**Exercise description:**
From the entries, copy out every line in which the word "numbered" is found.

**Input data:**
+--

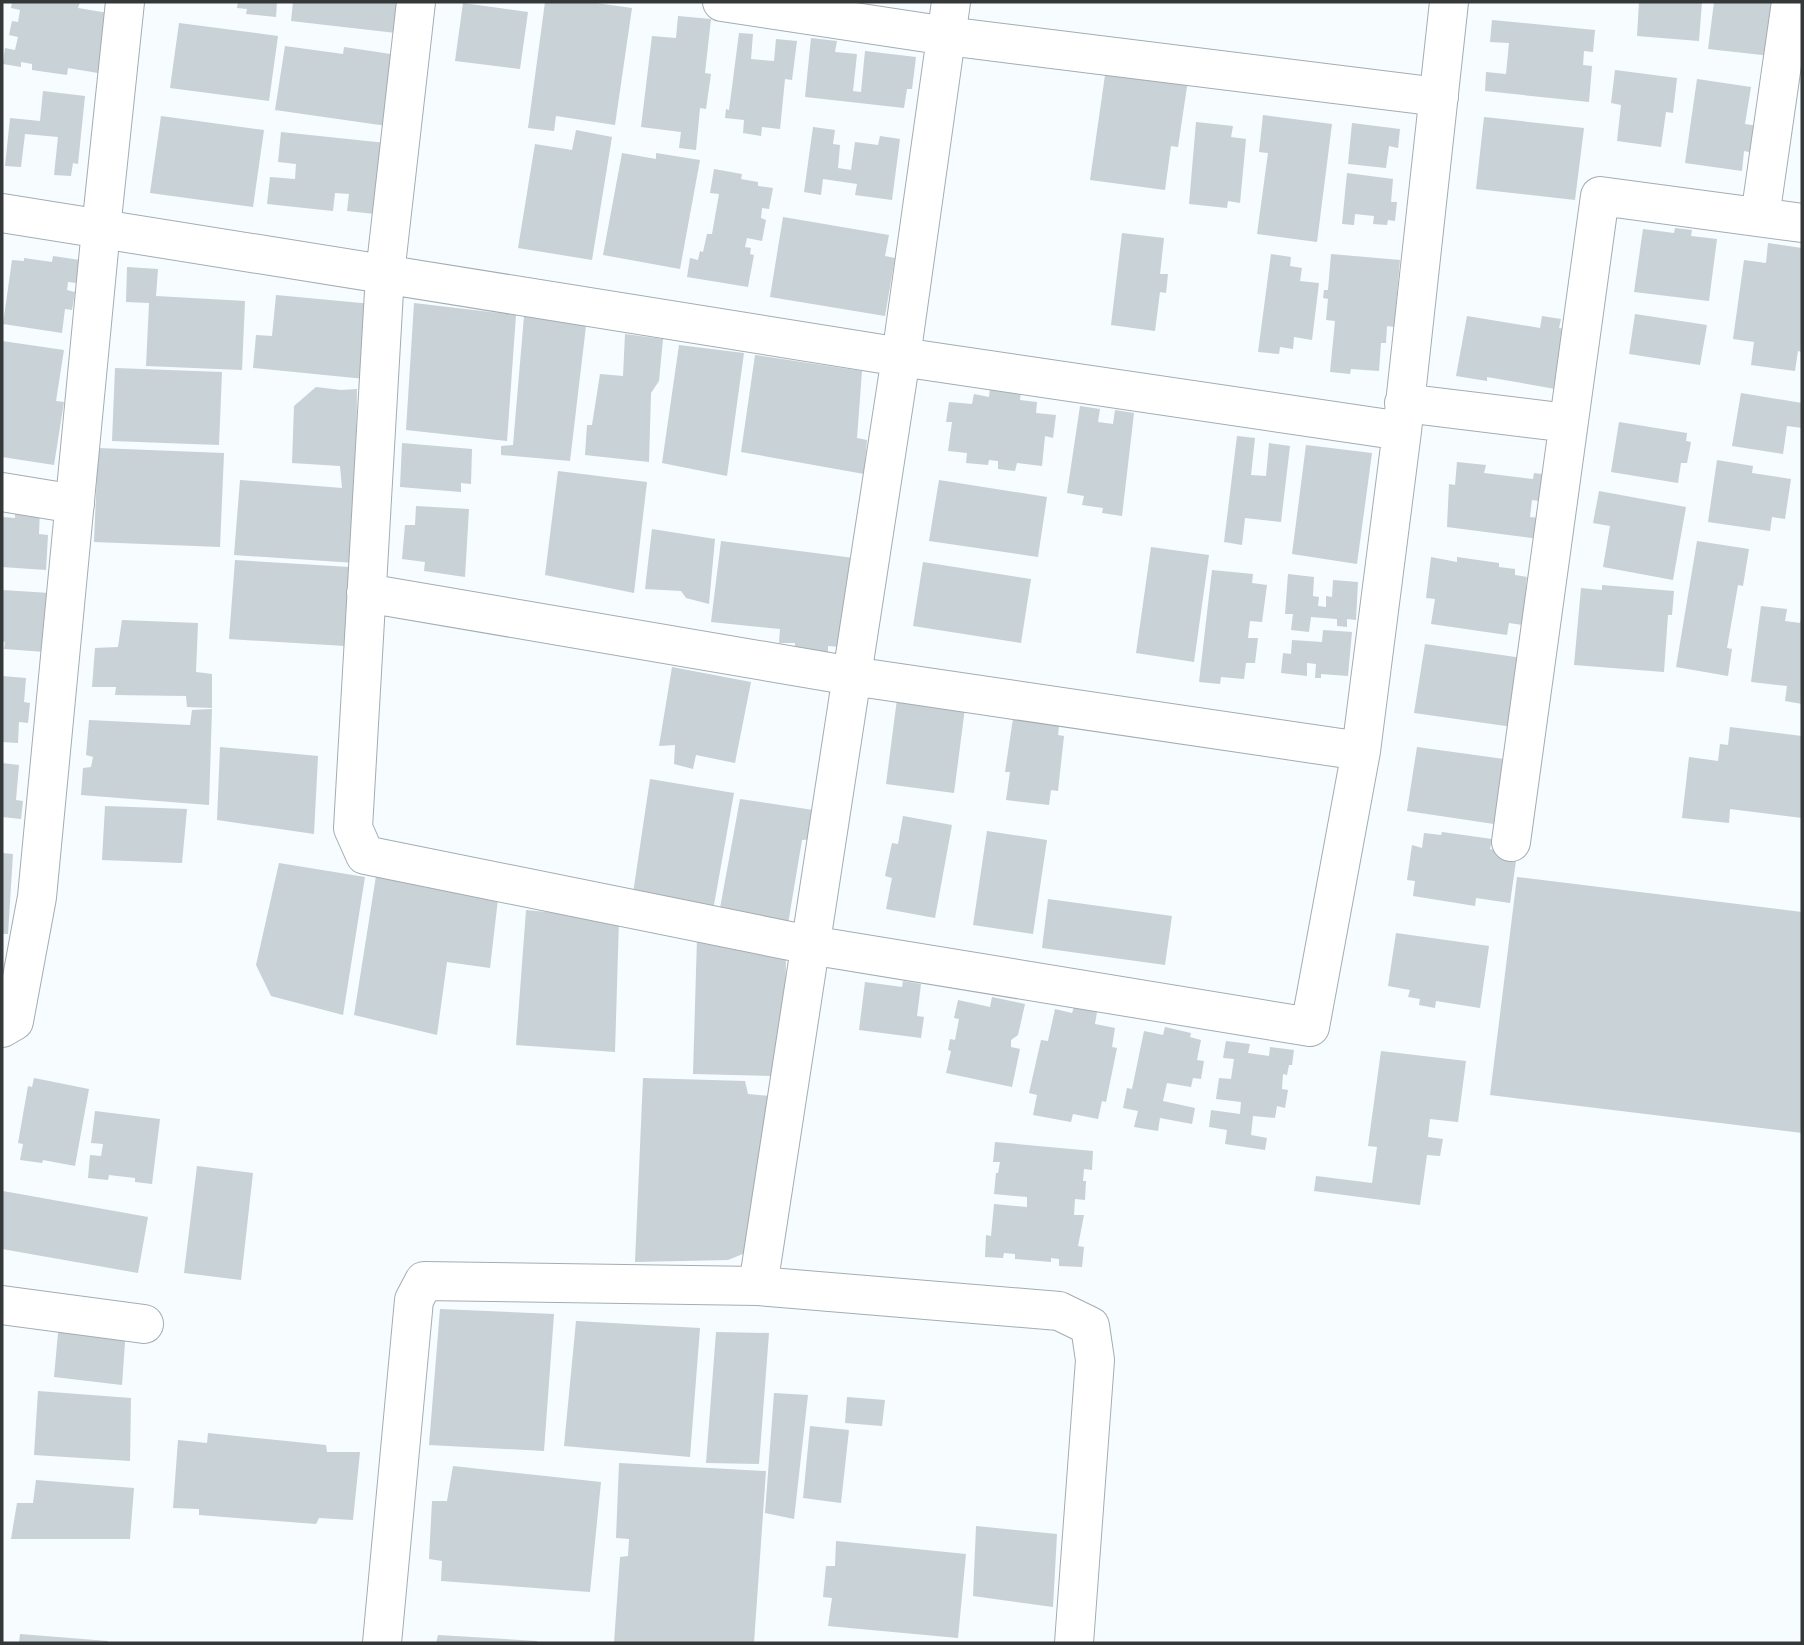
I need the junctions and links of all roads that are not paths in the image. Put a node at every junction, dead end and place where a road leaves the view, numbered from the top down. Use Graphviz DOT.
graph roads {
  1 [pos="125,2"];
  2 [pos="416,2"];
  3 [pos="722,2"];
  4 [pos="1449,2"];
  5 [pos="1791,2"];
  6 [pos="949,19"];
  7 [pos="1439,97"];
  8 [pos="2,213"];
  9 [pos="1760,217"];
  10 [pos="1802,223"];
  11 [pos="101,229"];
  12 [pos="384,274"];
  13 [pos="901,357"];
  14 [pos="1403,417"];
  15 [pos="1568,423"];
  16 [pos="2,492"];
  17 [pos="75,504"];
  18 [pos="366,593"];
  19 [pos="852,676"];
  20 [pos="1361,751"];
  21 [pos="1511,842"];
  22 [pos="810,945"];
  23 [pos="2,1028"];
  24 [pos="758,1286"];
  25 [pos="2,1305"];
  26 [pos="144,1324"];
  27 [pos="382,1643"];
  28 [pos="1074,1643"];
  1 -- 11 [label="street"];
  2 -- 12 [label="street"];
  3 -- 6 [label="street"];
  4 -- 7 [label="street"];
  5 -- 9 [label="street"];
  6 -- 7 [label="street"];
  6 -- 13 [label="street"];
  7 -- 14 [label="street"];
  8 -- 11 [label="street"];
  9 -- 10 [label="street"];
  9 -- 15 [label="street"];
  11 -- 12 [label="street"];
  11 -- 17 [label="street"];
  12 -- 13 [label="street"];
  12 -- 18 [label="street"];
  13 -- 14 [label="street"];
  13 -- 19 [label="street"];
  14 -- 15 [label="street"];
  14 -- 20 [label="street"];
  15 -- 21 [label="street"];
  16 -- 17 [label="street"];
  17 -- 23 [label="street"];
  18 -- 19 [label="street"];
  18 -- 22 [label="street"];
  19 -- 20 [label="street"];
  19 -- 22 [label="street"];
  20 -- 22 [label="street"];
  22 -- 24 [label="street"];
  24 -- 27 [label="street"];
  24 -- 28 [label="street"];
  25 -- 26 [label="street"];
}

+--

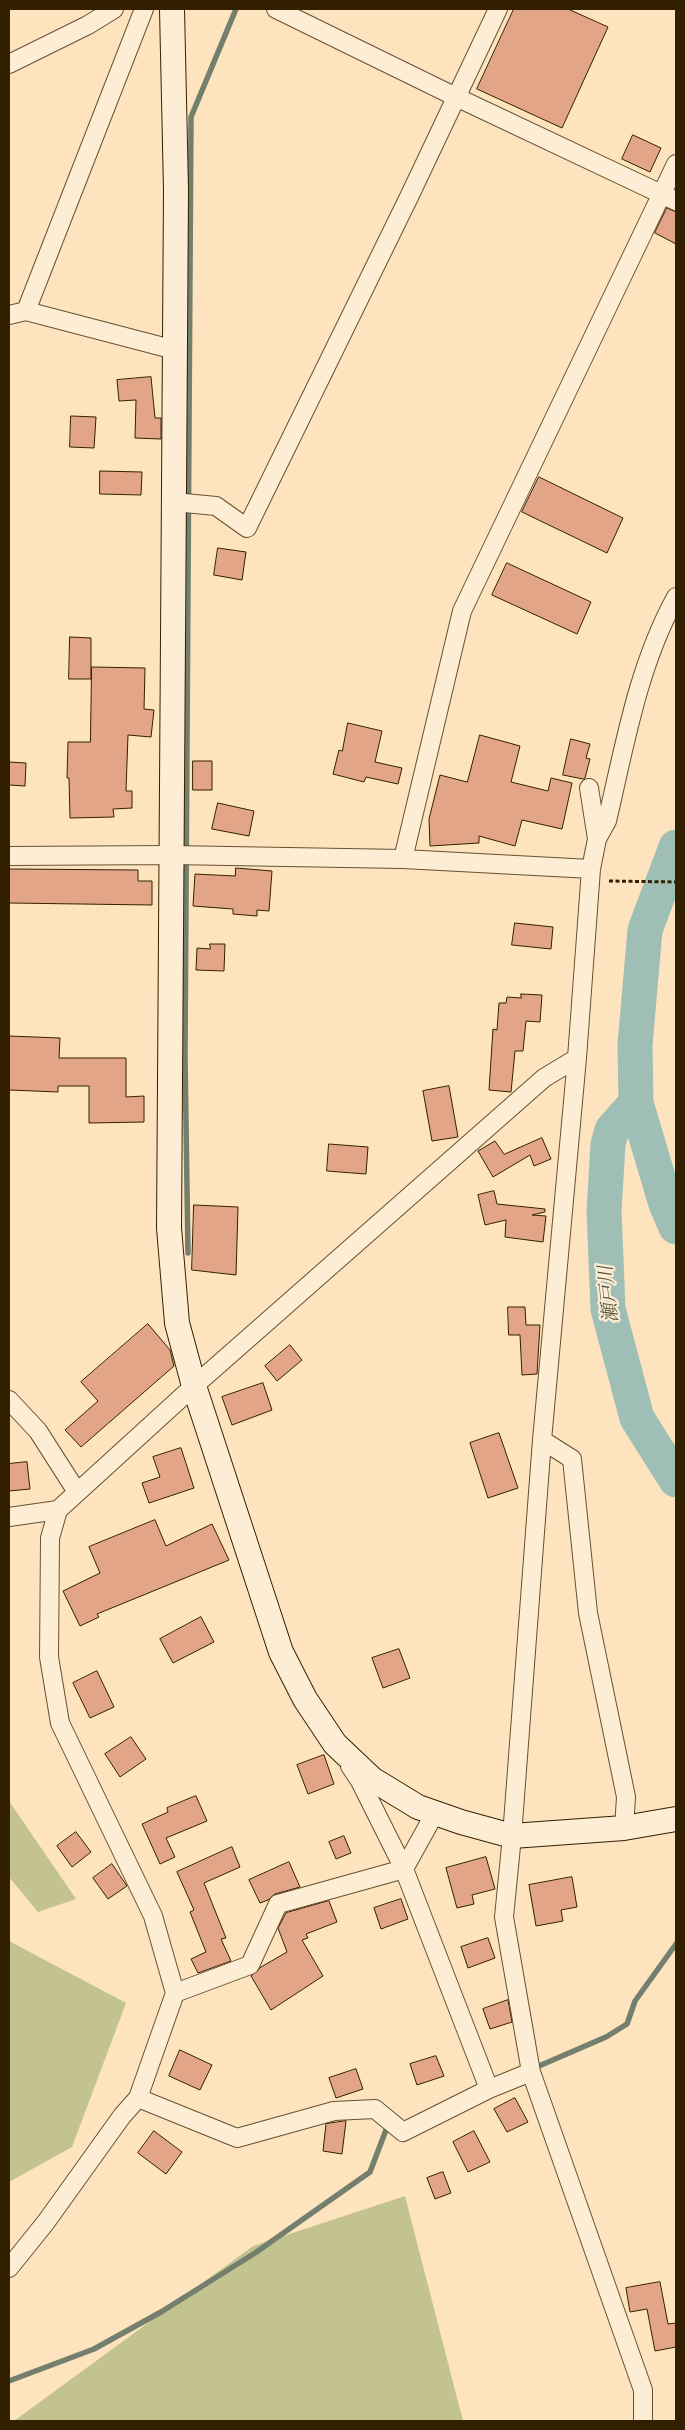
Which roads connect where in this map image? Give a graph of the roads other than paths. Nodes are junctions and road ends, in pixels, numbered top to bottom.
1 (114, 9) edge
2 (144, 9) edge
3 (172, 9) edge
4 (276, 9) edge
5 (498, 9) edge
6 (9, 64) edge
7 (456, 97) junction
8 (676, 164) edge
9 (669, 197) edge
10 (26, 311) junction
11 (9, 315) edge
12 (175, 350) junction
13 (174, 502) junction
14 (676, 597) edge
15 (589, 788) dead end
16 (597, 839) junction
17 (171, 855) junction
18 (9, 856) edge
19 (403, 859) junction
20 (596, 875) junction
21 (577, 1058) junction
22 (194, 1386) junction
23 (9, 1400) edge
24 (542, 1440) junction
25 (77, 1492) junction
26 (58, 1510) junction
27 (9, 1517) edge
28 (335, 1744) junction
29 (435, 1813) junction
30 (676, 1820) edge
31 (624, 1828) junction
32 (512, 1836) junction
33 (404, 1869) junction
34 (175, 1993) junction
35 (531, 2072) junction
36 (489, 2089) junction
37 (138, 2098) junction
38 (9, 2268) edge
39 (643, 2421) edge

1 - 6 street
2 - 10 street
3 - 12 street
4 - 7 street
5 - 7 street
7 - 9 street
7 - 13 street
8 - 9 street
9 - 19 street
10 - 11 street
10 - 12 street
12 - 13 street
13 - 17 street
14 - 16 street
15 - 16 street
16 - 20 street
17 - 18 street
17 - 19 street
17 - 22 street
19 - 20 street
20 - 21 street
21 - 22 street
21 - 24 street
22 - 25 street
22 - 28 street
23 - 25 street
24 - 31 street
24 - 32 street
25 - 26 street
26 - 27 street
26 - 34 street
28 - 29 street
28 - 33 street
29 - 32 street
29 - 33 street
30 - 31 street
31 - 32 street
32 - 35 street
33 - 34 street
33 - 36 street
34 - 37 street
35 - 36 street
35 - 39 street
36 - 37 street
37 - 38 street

+--

**Result:**
I need the junctions and links of all roads that are not paths in the image. Put a node at every junction, dead end and place where a road leaves the view, numbered from the top down. Use Graphviz DOT.
Which roads connect where in this map image? Give a graph of the roads other than paths. Nodes are junctions and road ends, in pixels, numbered top to bottom.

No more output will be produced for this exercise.